What needs to be done:
Your job is to return each record exactly, minus any pictures.

■ ■ ■ ■

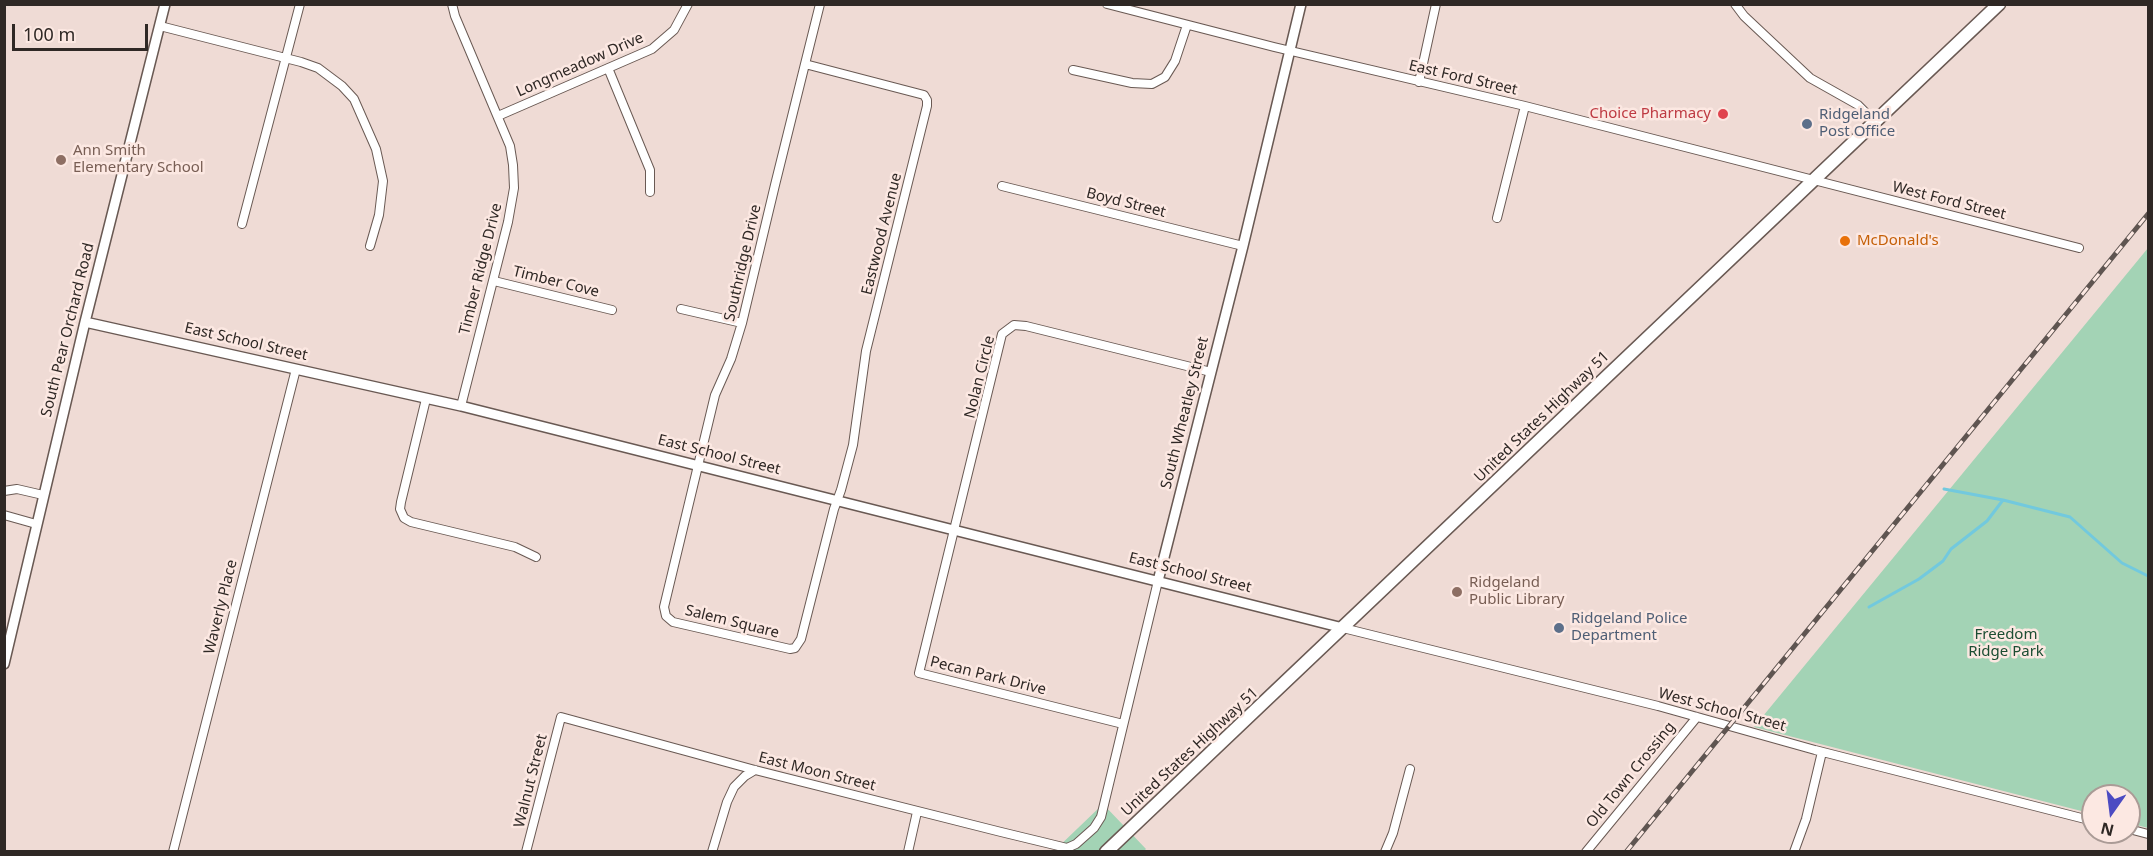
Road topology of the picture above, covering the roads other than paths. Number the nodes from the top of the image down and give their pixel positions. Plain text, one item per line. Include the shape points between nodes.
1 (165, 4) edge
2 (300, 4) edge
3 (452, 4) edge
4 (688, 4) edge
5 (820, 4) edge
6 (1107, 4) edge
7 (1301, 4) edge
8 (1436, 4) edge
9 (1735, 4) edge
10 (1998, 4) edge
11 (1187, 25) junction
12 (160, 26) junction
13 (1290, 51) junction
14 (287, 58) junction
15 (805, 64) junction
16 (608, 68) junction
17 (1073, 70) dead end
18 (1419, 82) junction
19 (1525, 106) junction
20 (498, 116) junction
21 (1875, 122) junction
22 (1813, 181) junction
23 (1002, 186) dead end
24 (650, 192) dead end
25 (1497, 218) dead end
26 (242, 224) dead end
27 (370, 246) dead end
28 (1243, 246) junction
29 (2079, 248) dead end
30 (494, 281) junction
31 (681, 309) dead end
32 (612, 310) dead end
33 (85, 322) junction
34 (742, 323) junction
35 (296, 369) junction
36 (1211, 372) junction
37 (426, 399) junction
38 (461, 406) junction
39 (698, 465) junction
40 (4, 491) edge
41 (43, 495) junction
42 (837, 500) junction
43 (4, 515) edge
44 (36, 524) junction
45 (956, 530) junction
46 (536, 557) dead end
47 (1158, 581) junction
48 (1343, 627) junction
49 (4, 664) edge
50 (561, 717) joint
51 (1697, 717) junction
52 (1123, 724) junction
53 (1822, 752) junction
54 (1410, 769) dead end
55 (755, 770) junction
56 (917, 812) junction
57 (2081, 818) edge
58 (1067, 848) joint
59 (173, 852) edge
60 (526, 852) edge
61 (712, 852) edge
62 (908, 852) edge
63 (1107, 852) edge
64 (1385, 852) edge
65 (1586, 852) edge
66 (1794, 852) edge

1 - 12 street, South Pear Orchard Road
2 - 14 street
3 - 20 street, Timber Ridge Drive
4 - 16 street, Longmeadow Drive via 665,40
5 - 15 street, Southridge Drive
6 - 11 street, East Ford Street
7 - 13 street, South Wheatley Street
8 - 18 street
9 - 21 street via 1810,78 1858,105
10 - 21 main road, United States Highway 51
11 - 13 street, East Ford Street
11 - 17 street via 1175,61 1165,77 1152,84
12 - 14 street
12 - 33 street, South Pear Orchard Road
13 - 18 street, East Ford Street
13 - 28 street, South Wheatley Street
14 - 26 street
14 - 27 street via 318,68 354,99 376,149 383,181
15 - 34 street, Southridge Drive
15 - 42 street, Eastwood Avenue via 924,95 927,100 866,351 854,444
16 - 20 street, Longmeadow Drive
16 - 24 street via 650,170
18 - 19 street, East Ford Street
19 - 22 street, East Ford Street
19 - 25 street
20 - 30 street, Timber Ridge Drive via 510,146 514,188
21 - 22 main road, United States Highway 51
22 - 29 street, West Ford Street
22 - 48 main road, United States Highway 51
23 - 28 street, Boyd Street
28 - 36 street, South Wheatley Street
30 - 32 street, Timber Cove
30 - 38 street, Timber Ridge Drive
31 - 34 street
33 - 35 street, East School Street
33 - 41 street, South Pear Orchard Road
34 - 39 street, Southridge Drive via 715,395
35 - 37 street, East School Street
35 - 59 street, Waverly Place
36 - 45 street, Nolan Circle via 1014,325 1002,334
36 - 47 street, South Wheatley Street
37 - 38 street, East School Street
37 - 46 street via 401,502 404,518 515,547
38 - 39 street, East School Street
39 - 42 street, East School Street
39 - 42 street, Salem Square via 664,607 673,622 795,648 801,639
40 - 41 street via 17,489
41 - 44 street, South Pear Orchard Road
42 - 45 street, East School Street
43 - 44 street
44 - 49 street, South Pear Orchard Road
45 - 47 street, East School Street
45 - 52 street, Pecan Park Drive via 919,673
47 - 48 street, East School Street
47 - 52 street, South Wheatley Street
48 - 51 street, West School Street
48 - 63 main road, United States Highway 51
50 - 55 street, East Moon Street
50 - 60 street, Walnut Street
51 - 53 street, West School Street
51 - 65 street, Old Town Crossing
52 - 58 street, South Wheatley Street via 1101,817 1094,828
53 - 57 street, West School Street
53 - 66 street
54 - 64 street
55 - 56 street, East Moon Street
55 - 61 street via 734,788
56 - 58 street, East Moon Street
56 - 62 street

■ ■ ■ ■

The completed task:
Road topology of the picture above, covering the roads other than paths. Number the nodes from the top of the image down and give their pixel positions. Plain text, one item per line. Include the shape points between nodes.
1 (165, 4) edge
2 (300, 4) edge
3 (452, 4) edge
4 (688, 4) edge
5 (820, 4) edge
6 (1107, 4) edge
7 (1301, 4) edge
8 (1436, 4) edge
9 (1735, 4) edge
10 (1998, 4) edge
11 (1187, 25) junction
12 (160, 26) junction
13 (1290, 51) junction
14 (287, 58) junction
15 (805, 64) junction
16 (608, 68) junction
17 (1073, 70) dead end
18 (1419, 82) junction
19 (1525, 106) junction
20 (498, 116) junction
21 (1875, 122) junction
22 (1813, 181) junction
23 (1002, 186) dead end
24 (650, 192) dead end
25 (1497, 218) dead end
26 (242, 224) dead end
27 (370, 246) dead end
28 (1243, 246) junction
29 (2079, 248) dead end
30 (494, 281) junction
31 (681, 309) dead end
32 (612, 310) dead end
33 (85, 322) junction
34 (742, 323) junction
35 (296, 369) junction
36 (1211, 372) junction
37 (426, 399) junction
38 (461, 406) junction
39 (698, 465) junction
40 (4, 491) edge
41 (43, 495) junction
42 (837, 500) junction
43 (4, 515) edge
44 (36, 524) junction
45 (956, 530) junction
46 (536, 557) dead end
47 (1158, 581) junction
48 (1343, 627) junction
49 (4, 664) edge
50 (561, 717) joint
51 (1697, 717) junction
52 (1123, 724) junction
53 (1822, 752) junction
54 (1410, 769) dead end
55 (755, 770) junction
56 (917, 812) junction
57 (2081, 818) edge
58 (1067, 848) joint
59 (173, 852) edge
60 (526, 852) edge
61 (712, 852) edge
62 (908, 852) edge
63 (1107, 852) edge
64 (1385, 852) edge
65 (1586, 852) edge
66 (1794, 852) edge

1 - 12 street, South Pear Orchard Road
2 - 14 street
3 - 20 street, Timber Ridge Drive
4 - 16 street, Longmeadow Drive via 665,40
5 - 15 street, Southridge Drive
6 - 11 street, East Ford Street
7 - 13 street, South Wheatley Street
8 - 18 street
9 - 21 street via 1810,78 1858,105
10 - 21 main road, United States Highway 51
11 - 13 street, East Ford Street
11 - 17 street via 1175,61 1165,77 1152,84
12 - 14 street
12 - 33 street, South Pear Orchard Road
13 - 18 street, East Ford Street
13 - 28 street, South Wheatley Street
14 - 26 street
14 - 27 street via 318,68 354,99 376,149 383,181
15 - 34 street, Southridge Drive
15 - 42 street, Eastwood Avenue via 924,95 927,100 866,351 854,444
16 - 20 street, Longmeadow Drive
16 - 24 street via 650,170
18 - 19 street, East Ford Street
19 - 22 street, East Ford Street
19 - 25 street
20 - 30 street, Timber Ridge Drive via 510,146 514,188
21 - 22 main road, United States Highway 51
22 - 29 street, West Ford Street
22 - 48 main road, United States Highway 51
23 - 28 street, Boyd Street
28 - 36 street, South Wheatley Street
30 - 32 street, Timber Cove
30 - 38 street, Timber Ridge Drive
31 - 34 street
33 - 35 street, East School Street
33 - 41 street, South Pear Orchard Road
34 - 39 street, Southridge Drive via 715,395
35 - 37 street, East School Street
35 - 59 street, Waverly Place
36 - 45 street, Nolan Circle via 1014,325 1002,334
36 - 47 street, South Wheatley Street
37 - 38 street, East School Street
37 - 46 street via 401,502 404,518 515,547
38 - 39 street, East School Street
39 - 42 street, East School Street
39 - 42 street, Salem Square via 664,607 673,622 795,648 801,639
40 - 41 street via 17,489
41 - 44 street, South Pear Orchard Road
42 - 45 street, East School Street
43 - 44 street
44 - 49 street, South Pear Orchard Road
45 - 47 street, East School Street
45 - 52 street, Pecan Park Drive via 919,673
47 - 48 street, East School Street
47 - 52 street, South Wheatley Street
48 - 51 street, West School Street
48 - 63 main road, United States Highway 51
50 - 55 street, East Moon Street
50 - 60 street, Walnut Street
51 - 53 street, West School Street
51 - 65 street, Old Town Crossing
52 - 58 street, South Wheatley Street via 1101,817 1094,828
53 - 57 street, West School Street
53 - 66 street
54 - 64 street
55 - 56 street, East Moon Street
55 - 61 street via 734,788
56 - 58 street, East Moon Street
56 - 62 street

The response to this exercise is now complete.